Par ailleurs, la société RTE fournit des explications complètes sur les divers préjudices dont elle sollicite la réparation. S'agissant plus particulièrement du coût de la main d'oeuvre des salariés de la société RTE mobilisés pour procéder aux travaux de remise en état définitifs, elle rappelle qu'en application du principe de réparation intégrale du préjudice, la jurisprudence reconnaît le caractère indemnisable du préjudice consistant en la réalisation par des salariés de l'entreprise victime des travaux de réparation.
Dans ses dernières conclusions notifiées par voie électronique le 2 juin 2021, la Sas Eiffage Energie Transport et Distribution, intimée et appelante incidente, demande à la cour de :
- confirmer le jugement du tribunal judiciaire du 3 décembre 2020 en toutes ses dispositions , sauf sur le préjudice de RTE retenu et les sommes allouées,
Par voie d'infirmation sur appel incident,
- 'dire et juger' que la réclamation de RTE ne peut être admise qu'à hauteur de la somme de 12.340,44 euros HT.

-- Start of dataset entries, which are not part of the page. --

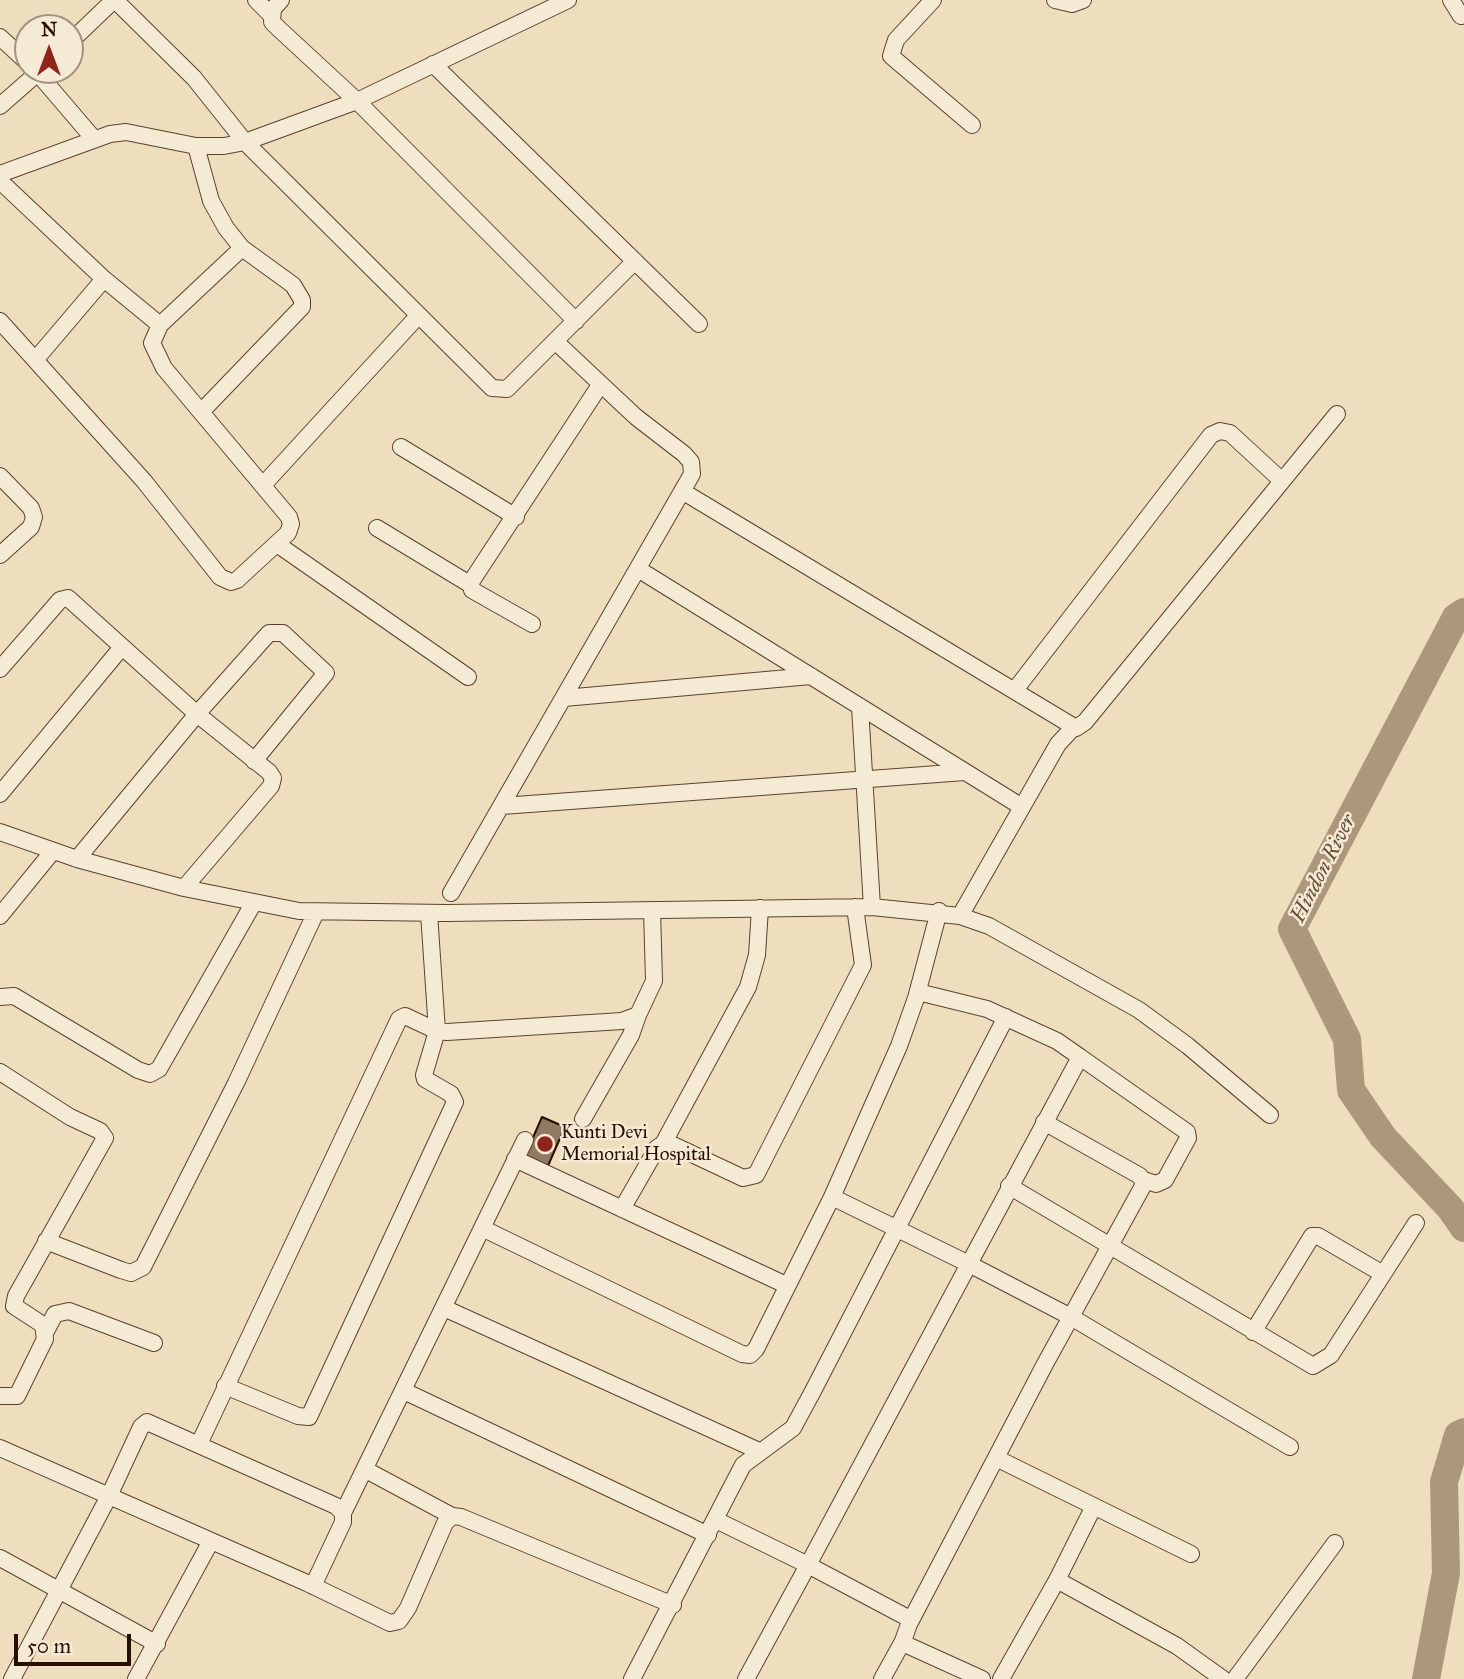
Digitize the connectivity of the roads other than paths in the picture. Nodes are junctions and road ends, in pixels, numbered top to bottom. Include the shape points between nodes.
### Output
1 (115, 0) edge
2 (256, 0) edge
3 (281, 0) edge
4 (568, 0) edge
5 (933, 0) edge
6 (1055, 0) edge
7 (1083, 0) edge
8 (1451, 0) edge
9 (272, 16) junction
10 (1461, 16) dead end
11 (84, 30) edge
12 (0, 37) edge
13 (14, 49) edge
14 (433, 64) junction
15 (21, 84) edge
16 (48, 84) edge
17 (357, 101) junction
18 (0, 106) edge
19 (972, 125) dead end
20 (94, 139) junction
21 (245, 142) junction
22 (196, 146) junction
23 (0, 174) edge
24 (0, 180) edge
25 (242, 248) junction
26 (635, 261) junction
27 (104, 279) junction
28 (418, 316) junction
29 (0, 321) edge
30 (576, 321) junction
31 (699, 324) dead end
32 (160, 325) junction
33 (556, 342) junction
34 (36, 359) junction
35 (600, 385) junction
36 (202, 411) junction
37 (1337, 414) dead end
38 (401, 447) dead end
39 (0, 476) edge
40 (1281, 480) junction
41 (264, 484) junction
42 (682, 491) junction
43 (516, 516) junction
44 (377, 528) dead end
45 (277, 544) junction
46 (0, 555) edge
47 (638, 569) junction
48 (471, 585) junction
49 (532, 624) dead end
50 (122, 647) junction
51 (0, 668) edge
52 (811, 676) junction
53 (468, 677) dead end
54 (1015, 690) junction
55 (564, 698) junction
56 (860, 707) junction
57 (197, 714) junction
58 (1073, 727) junction
59 (254, 761) junction
60 (965, 772) junction
61 (865, 779) junction
62 (0, 794) edge
63 (502, 806) junction
64 (1022, 807) junction
65 (0, 832) edge
66 (52, 851) junction
67 (77, 859) junction
68 (184, 888) junction
69 (451, 894) dead end
70 (253, 904) junction
71 (855, 907) junction
72 (872, 907) junction
73 (760, 908) junction
74 (652, 910) junction
75 (939, 911) junction
76 (316, 912) junction
77 (429, 913) junction
78 (0, 916) edge
79 (960, 916) junction
80 (918, 992) junction
81 (0, 997) edge
82 (638, 1015) junction
83 (1006, 1017) junction
84 (437, 1031) junction
85 (1080, 1057) junction
86 (0, 1072) edge
87 (1270, 1115) dead end
88 (583, 1119) dead end
89 (1044, 1122) junction
90 (524, 1140) dead end
91 (663, 1144) junction
92 (515, 1159) junction
93 (1144, 1180) junction
94 (1009, 1186) junction
95 (832, 1197) junction
96 (622, 1209) junction
97 (1416, 1223) dead end
98 (482, 1228) junction
99 (897, 1228) junction
100 (46, 1241) junction
101 (1112, 1245) junction
102 (969, 1264) junction
103 (1383, 1274) junction
104 (786, 1285) junction
105 (444, 1308) junction
106 (1071, 1317) junction
107 (1253, 1332) junction
108 (45, 1333) junction
109 (154, 1343) dead end
110 (225, 1386) junction
111 (404, 1391) junction
112 (0, 1396) edge
113 (199, 1444) junction
114 (1290, 1447) dead end
115 (0, 1448) edge
116 (759, 1451) junction
117 (996, 1458) junction
118 (366, 1470) junction
119 (110, 1496) junction
120 (1094, 1507) junction
121 (343, 1513) junction
122 (452, 1516) junction
123 (716, 1520) junction
124 (708, 1535) junction
125 (211, 1541) junction
126 (1335, 1543) dead end
127 (1191, 1554) dead end
128 (0, 1558) edge
129 (808, 1565) junction
130 (1057, 1580) junction
131 (313, 1587) junction
132 (60, 1591) junction
133 (673, 1605) junction
134 (909, 1624) junction
135 (903, 1641) junction
136 (157, 1644) junction
137 (12, 1679) edge
138 (136, 1679) edge
139 (632, 1679) edge
140 (746, 1679) edge
141 (882, 1679) edge
142 (982, 1679) edge
143 (1001, 1679) edge
144 (1223, 1679) edge
145 (1235, 1679) edge

1 - 11 street
1 - 21 street via 194,78
2 - 9 street
3 - 9 street
4 - 14 street
5 - 19 street via 897,40 891,56
6 - 7 street via 1072,4
8 - 10 street
9 - 17 street via 278,27
12 - 13 street
14 - 17 street
14 - 26 street
15 - 18 street
16 - 20 street
17 - 21 street
17 - 30 street
20 - 22 street via 126,132
20 - 23 street
21 - 22 street
21 - 28 street
22 - 25 street via 211,201
24 - 27 street
25 - 32 street
25 - 36 street via 292,285 302,307
26 - 30 street
26 - 31 street
27 - 32 street
27 - 34 street
28 - 33 street via 498,390 507,389
28 - 41 street
29 - 34 street
30 - 33 street
32 - 36 street via 152,343 154,351
33 - 35 street
34 - 45 street via 144,481 220,578 237,580
35 - 42 street via 691,461 692,474
35 - 43 street
36 - 41 street
37 - 40 street
38 - 43 street
39 - 46 street via 34,516 31,527
40 - 54 street via 1230,433 1211,435
40 - 58 street via 1085,722
41 - 45 street via 286,509 291,524
42 - 47 street
42 - 54 street
43 - 48 street
44 - 48 street
45 - 53 street
47 - 52 street
47 - 55 street
48 - 49 street via 472,590
50 - 51 street via 73,601 64,599
50 - 57 street
50 - 62 street
52 - 55 street
52 - 56 street
54 - 58 street
55 - 63 street
56 - 60 street
56 - 61 street
57 - 59 street
57 - 59 street via 269,633 282,634 326,673
57 - 67 street
58 - 64 street via 1058,744
59 - 68 street via 269,772 271,786
60 - 61 street
60 - 64 street
61 - 63 street
61 - 72 street
63 - 69 street
64 - 79 street
65 - 66 street
66 - 67 street
66 - 78 street
67 - 68 street
68 - 70 street
70 - 76 street
70 - 81 street via 159,1069 150,1073 14,996
71 - 72 street
71 - 73 street
71 - 91 street via 863,965 756,1175 743,1178
72 - 75 street
73 - 74 street
73 - 91 street via 757,956 748,987
74 - 77 street
74 - 82 street via 654,981
75 - 79 street
75 - 80 street
76 - 77 street
76 - 100 street via 143,1267 131,1273
77 - 84 street
79 - 87 street via 989,926 1139,1010
80 - 83 street via 965,1001
80 - 95 street
82 - 84 street via 622,1021
82 - 88 street
83 - 85 street
83 - 99 street
84 - 110 street via 412,1018 399,1019
84 - 110 street via 425,1079 451,1094 455,1102 309,1417
85 - 89 street
85 - 93 street via 1186,1132 1188,1138 1165,1180 1156,1184
86 - 100 street via 105,1138
89 - 93 street
89 - 94 street
90 - 92 street
91 - 96 street
92 - 96 street
92 - 98 street
93 - 101 street
94 - 101 street
94 - 102 street
95 - 99 street
95 - 104 street
96 - 104 street
97 - 103 street
98 - 104 street via 742,1354 750,1355 756,1349
98 - 105 street
99 - 102 street
99 - 116 street via 793,1427
100 - 108 street via 14,1306 43,1325
101 - 106 street
101 - 107 street
102 - 106 street
102 - 129 street
103 - 107 street via 1322,1363 1307,1364
103 - 107 street via 1311,1236
105 - 111 street
105 - 116 street
106 - 114 street
106 - 117 street
108 - 109 street via 55,1314 69,1311
108 - 112 street via 17,1396
110 - 113 street
111 - 118 street
111 - 124 street
113 - 119 street via 147,1422
113 - 121 street
115 - 119 street
116 - 123 street via 743,1465
117 - 120 street
117 - 134 street
118 - 121 street
118 - 122 street
119 - 125 street
119 - 132 street
120 - 127 street
120 - 130 street
121 - 131 street
122 - 131 street via 399,1621 390,1623
122 - 133 street
123 - 124 street
123 - 129 street
124 - 133 street
125 - 131 street
125 - 136 street
126 - 145 street
128 - 132 street
129 - 134 street via 903,1614
129 - 140 street
130 - 143 street
130 - 144 street via 1177,1646
132 - 136 street
132 - 137 street
133 - 139 street
134 - 135 street
135 - 141 street
135 - 142 street
136 - 138 street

- 'dire et juger' en tout état de cause qu'elle sera intégralement relevée et garantie des condamnations susceptibles d'être prononcées à son encontre par son sous-traitant la SAS Sogecer Génie civil et la Smabtp.
- condamner la société RTE à une indemnité de 5 000 euros en application de l'article 700 du code de procédure civile.
La société Eiffage expose que les travaux réalisés à proximité de réseaux sont régis par la norme NF S 70-003-1 qui définit les devoirs et obligations du maître de l'ouvrage dans des articles 5.2, 7.6.2 et 7.8 dont elle rappelle la teneur. Elle soutient que la société RTE était tenue de fournir les plans permettant à la société Sogecer d'identifier la ligne et réaliser les travaux en toute sécurité et qu'elle n'a pas été en mesure de fournir ces plans. Elle en conclut que conformément à l'analyse du premier juge, la carence de la société RTE est formellement établie et doit donner lieu à confirmation du jugement en ce qu'il a retenu sa responsabilité à hauteur de 50 %.
Elle soutient par ailleurs que la société Sogecer a commis diverses fautes en réalisant un sondage qui n'était pas prévu, en dehors de la zone prédéterminée et en s'affranchissant du respect des règles de l'art. Elle s'estime en conséquence fondée à exercer son recours à son égard sur le fondement de son obligation de résultat.
Enfin, elle analyse point par point les divers chefs de préjudice dont la société RTE demande réparation et soutient que ses réclamations ne peuvent être admises qu'à hauteur de la somme de 12.340,44 € HT.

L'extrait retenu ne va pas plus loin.